From Junin, the bus took just an hour to get to St Martin de los Andes: a beautiful ride, with the sun going down over the mountains. Arriving at 9pm, I made my way to Hostel Puma: an HI (Hostel International) hostel, which seemed to have a much younger clientele than most that I had stayed in. But with a 4-bed 'dorm' complete with ensuite to myself, and some friendly staff who chatted and helped me speak Spanish, I was quite happy.


The point of coming here rather than staying at Junin, was to get an opportunity to ride a bike. Ironically, there were several good bike hire shops here: not true of sleepy Junin, which though even better situated for cycling, had no decent bikes at all for hire.

Next day, I wasted no time. I would have liked to have tried the 'Siete Lagos' route http://www.sanmartindelosandes.gov.ar/tourism/outdoors/seven_lakes_area-villatrafulpor7lagos.html, but  I had not left myself enough time: according to everyone I spoke to, the road surface and the hills demanded at least two days. Instead, at the suggestion of one of the hostel staff, I headed along the north side of Lago Lacar, towards Hua Hum.
Didn't make it all the way - but it was good to be out on the bike on a day like this, nevertheless.
It was a beautiful day, perfect for being on a bike - but as I bumped along, the ripio road surface was such that, even with the front suspension, my teeth felt as if they were rattling in my head. As for the saddle, it was punishing - as were the hills, with only fleeting views of the water, for the first couple of hours. Eventually, the road started going downhill towards the lake, and the first of its beaches. And when it did go down, it kept on doing so: leaving me wondering how on earth I was going to get back up!

A National Park employee coming towards me in a car stopped, when I waved it down. Was there a bus back to St Martin de los Andes from Hua Hum, I wanted to know?

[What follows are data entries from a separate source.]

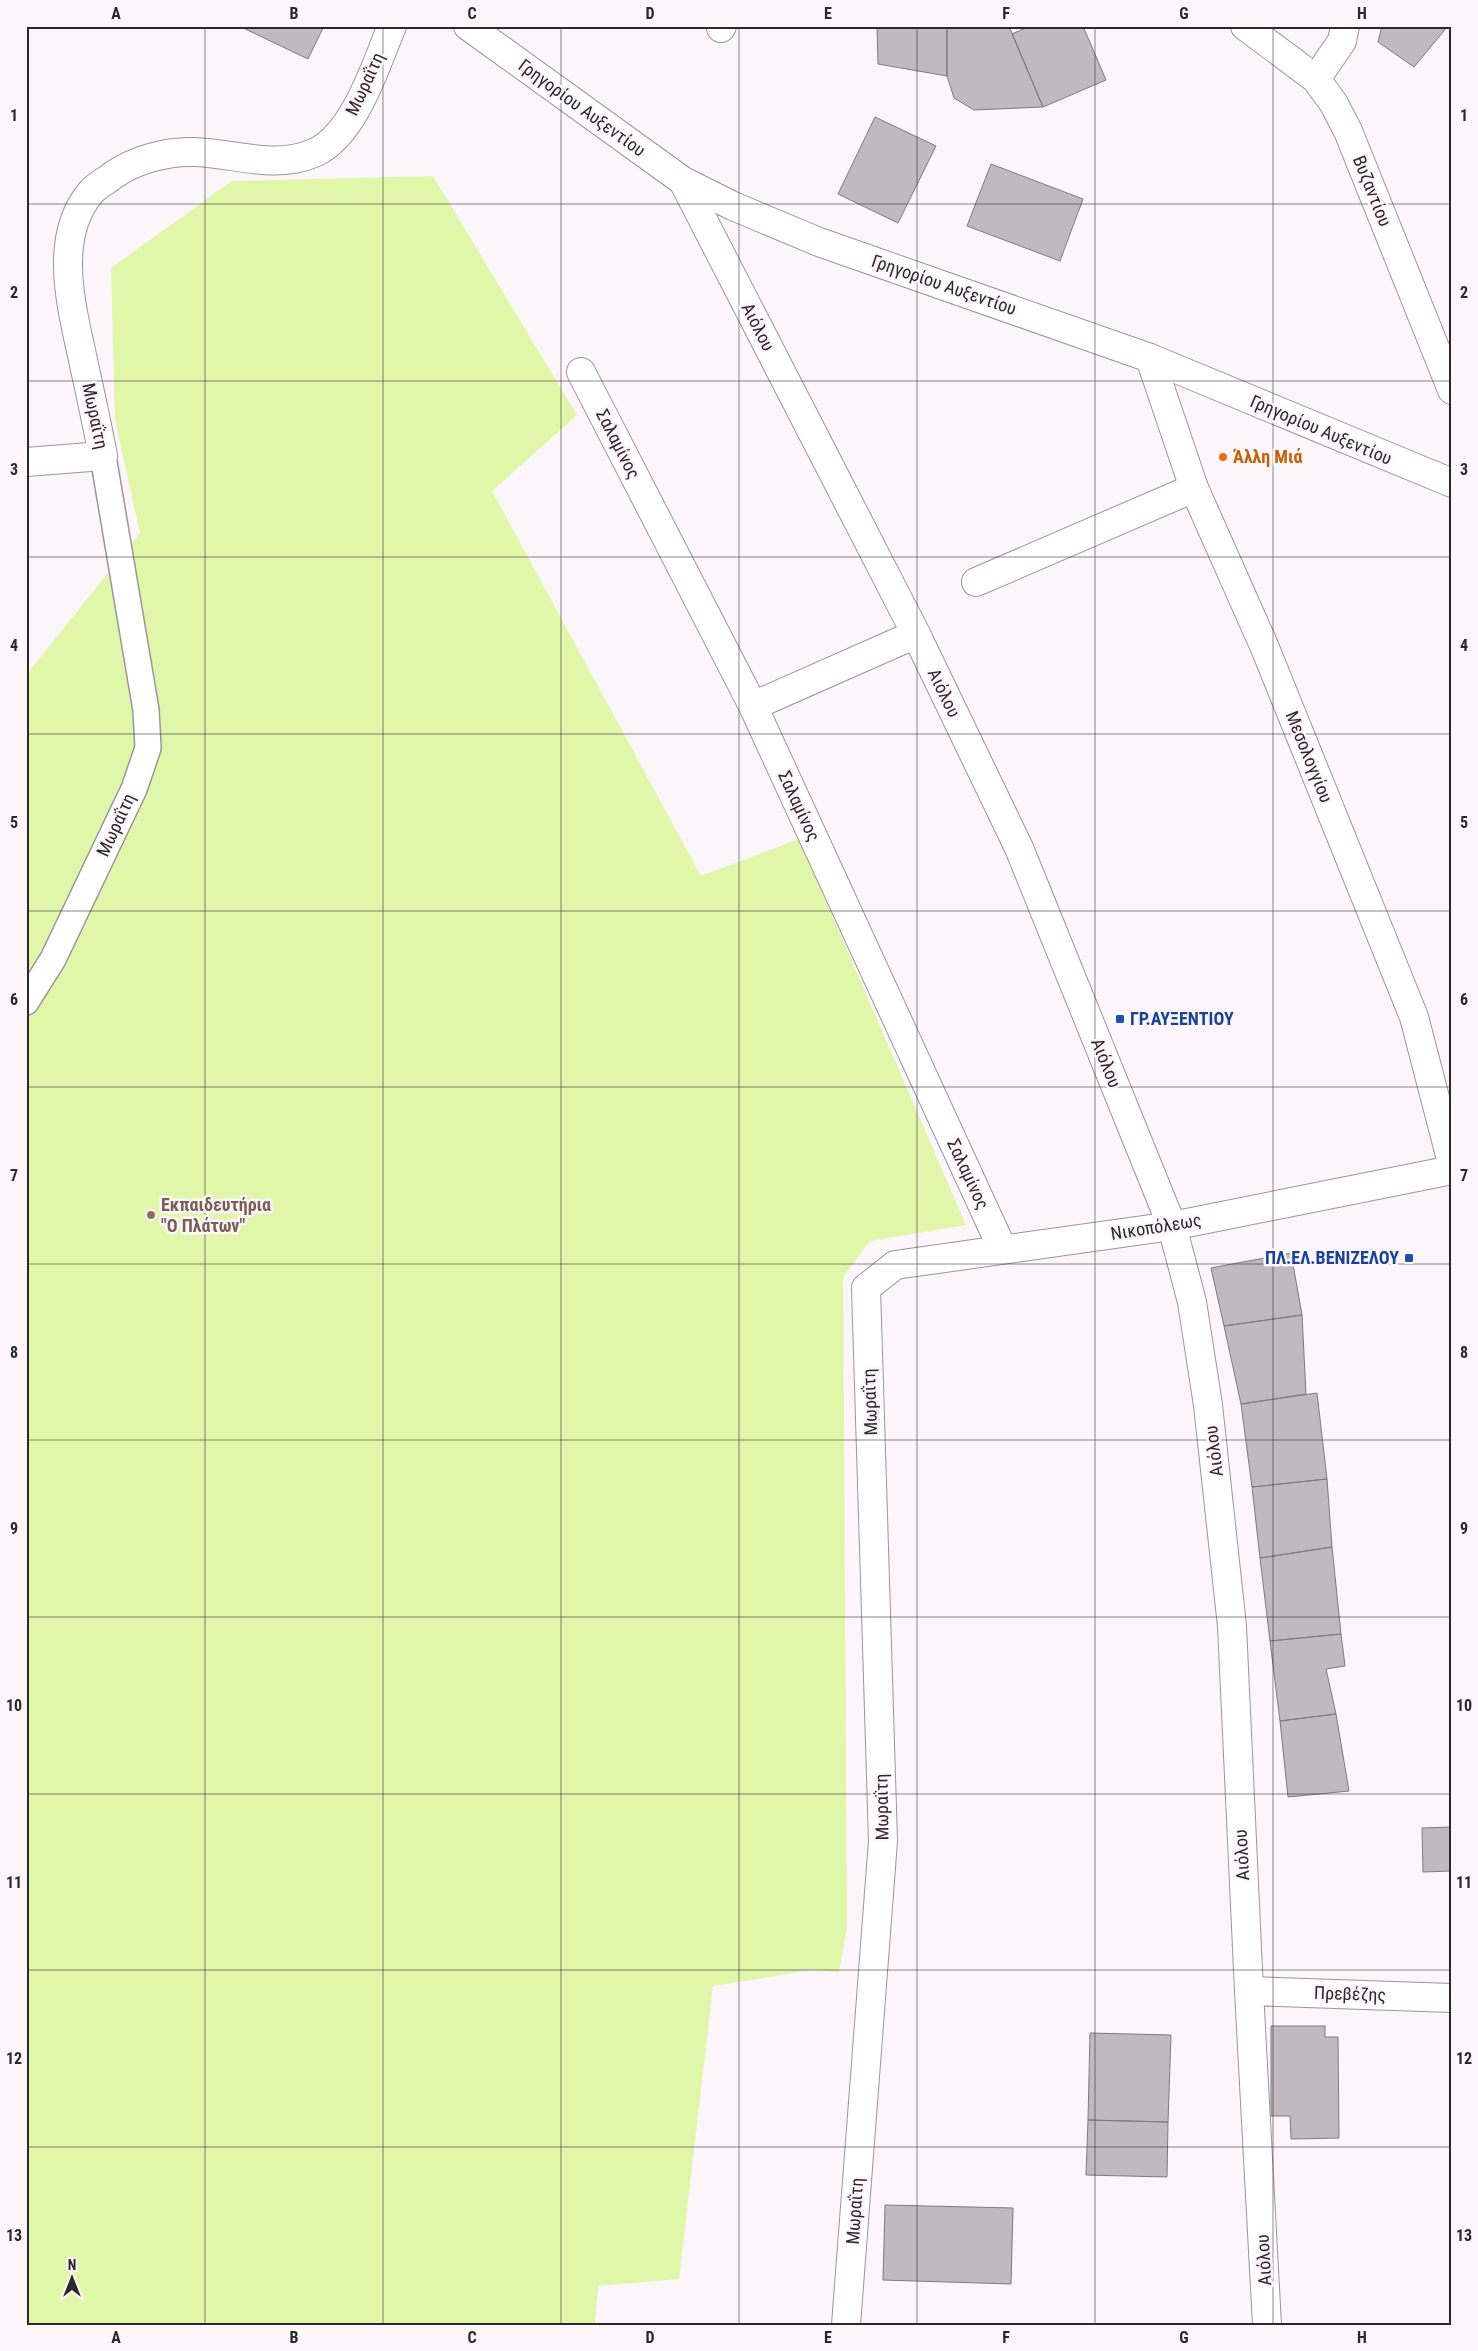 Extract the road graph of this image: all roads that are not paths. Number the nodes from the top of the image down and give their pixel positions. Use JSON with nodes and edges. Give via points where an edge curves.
{"nodes":[{"id":1,"x":392,"y":26,"type":"edge"},
{"id":2,"x":468,"y":26,"type":"edge"},
{"id":3,"x":1245,"y":26,"type":"edge"},
{"id":4,"x":1345,"y":26,"type":"edge"},
{"id":5,"x":1316,"y":79,"type":"junction"},
{"id":6,"x":683,"y":181,"type":"junction"},
{"id":7,"x":1150,"y":358,"type":"junction"},
{"id":8,"x":581,"y":372,"type":"dead end"},
{"id":9,"x":1452,"y":390,"type":"edge"},
{"id":10,"x":104,"y":456,"type":"junction"},
{"id":11,"x":26,"y":462,"type":"edge"},
{"id":12,"x":1452,"y":484,"type":"edge"},
{"id":13,"x":1194,"y":488,"type":"junction"},
{"id":14,"x":976,"y":582,"type":"dead end"},
{"id":15,"x":916,"y":634,"type":"junction"},
{"id":16,"x":753,"y":706,"type":"junction"},
{"id":17,"x":26,"y":1002,"type":"edge"},
{"id":18,"x":1452,"y":1163,"type":"edge"},
{"id":19,"x":1452,"y":1170,"type":"edge"},
{"id":20,"x":1172,"y":1226,"type":"junction"},
{"id":21,"x":1002,"y":1248,"type":"junction"},
{"id":22,"x":866,"y":1288,"type":"joint"},
{"id":23,"x":1248,"y":1991,"type":"junction"},
{"id":24,"x":1452,"y":1998,"type":"edge"},
{"id":25,"x":846,"y":2325,"type":"edge"},
{"id":26,"x":1267,"y":2325,"type":"edge"}],
"edges":[{"from":1,"to":10,"type":"street","name":"Μωραΐτη","via":[[358,107],[342,131],[315,152],[289,159],[260,161],[194,152],[153,156],[122,169],[91,191],[77,217],[68,251],[68,289]]},
{"from":2,"to":6,"type":"street","name":"Γρηγορίου Αυξεντίου"},
{"from":3,"to":5,"type":"street","name":"Βυζαντίου"},
{"from":4,"to":5,"type":"street","via":[[1342,41]]},
{"from":5,"to":9,"type":"street","name":"Βυζαντίου","via":[[1348,131]]},
{"from":6,"to":7,"type":"street","name":"Γρηγορίου Αυξεντίου","via":[[819,242]]},
{"from":6,"to":15,"type":"street","name":"Αιόλου"},
{"from":7,"to":12,"type":"street","name":"Γρηγορίου Αυξεντίου"},
{"from":7,"to":13,"type":"street","name":"Μεσολογγίου"},
{"from":8,"to":16,"type":"street","name":"Σαλαμίνος"},
{"from":10,"to":11,"type":"street"},
{"from":10,"to":17,"type":"lane","name":"Μωραΐτη","via":[[146,710],[148,748],[134,789],[61,941]]},
{"from":13,"to":14,"type":"street"},
{"from":13,"to":18,"type":"street","name":"Μεσολογγίου","via":[[1265,648],[1414,1017]]},
{"from":15,"to":16,"type":"street"},
{"from":15,"to":20,"type":"street","name":"Αιόλου","via":[[1019,848]]},
{"from":16,"to":21,"type":"street","name":"Σαλαμίνος"},
{"from":19,"to":20,"type":"street","name":"Νικοπόλεως"},
{"from":20,"to":21,"type":"street","name":"Νικοπόλεως"},
{"from":20,"to":23,"type":"street","name":"Αιόλου","via":[[1192,1302],[1208,1404],[1231,1616]]},
{"from":21,"to":22,"type":"street","name":"Νικοπόλεως","via":[[894,1265]]},
{"from":22,"to":25,"type":"street","name":"Μωραΐτη","via":[[883,1841]]},
{"from":23,"to":24,"type":"street","name":"Πρεβέζης"},
{"from":23,"to":26,"type":"street","name":"Αιόλου"}]}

He thought there might be, but he wasn't sure. (How could he not know, when he worked here?) There was a boat too, he thought, but he didn't know what days and times that went, either. I carried on for a while, with very few cars passing in either direction. I'd give myself until 4 o'clock, I told myself, and if I hadn't reached Hua Hum by then, I'd have to start looking for a lift back.

With so few cars on the road, I soon lost my nerve, and sometime before the deadline I'd given myself, flagged down a large 'people carrier', containing three equally large characters on a fishing holiday: a  man in a straw hat from Northern Chile, his grown-up son, and a friend of theirs who looked more as if he was going to spend a day in the city, as he sat in the back of the car, hugging his briefcase. Willingly, they moved a couple of things around, packed the bike into the boot, and made room for me. On the way back up, I wondered how on earth I would have coped with such a long and steep uphill, had they not been able to take me.

Next day was 24th March: the anniversary of the beginning of Argentina's dictatorship, that began on 24th March 1975, and continued until 1983 http://www.bbc.co.uk/news/world-latin-america-12832677. Now known as the Memorial Day of Truth and Justice, it is remembered all over Argentina, and San Martin is no exception. Throughout the afternoon, hundreds of people gathered, and banners with a picture of the dictator, and the words 'Never Again' were very much in evidence, together with reminders of the estimated 30,000 young people who 'disappeared' during the regime. Nevertheless, the anniversary is also treated as a 'party' day to celebrate democracy, with flags, food, music and dancing. Particularly notable were the 20 or 30-strong Children's Latin American orchestra of St Martin, featuring several guitars, pan pipes, ukuleles and percussion: and a group of Argentinian Uruguay dancers, dressed in colourful costumes, with brightly painted drums. I had thought about spending my last day in Patagonia on a day tour along the 'Siete Lagos' route, since I couldn't cycle it, but in the event, was glad that I had stayed: especially since the next day I had a very long bus journey ahead of me, to get back to Buenos Aires.

Back to Buenos Aires


Buying my ticket just 2 days ahead, during low season, it was easy to get a front seat at the top of the Albus coach. The advantages are twofold: you get extra leg room, and great views. The first couple of hours were particularly enjoyable, with views once more of the Lanin volcano, and the landscape of the National Park.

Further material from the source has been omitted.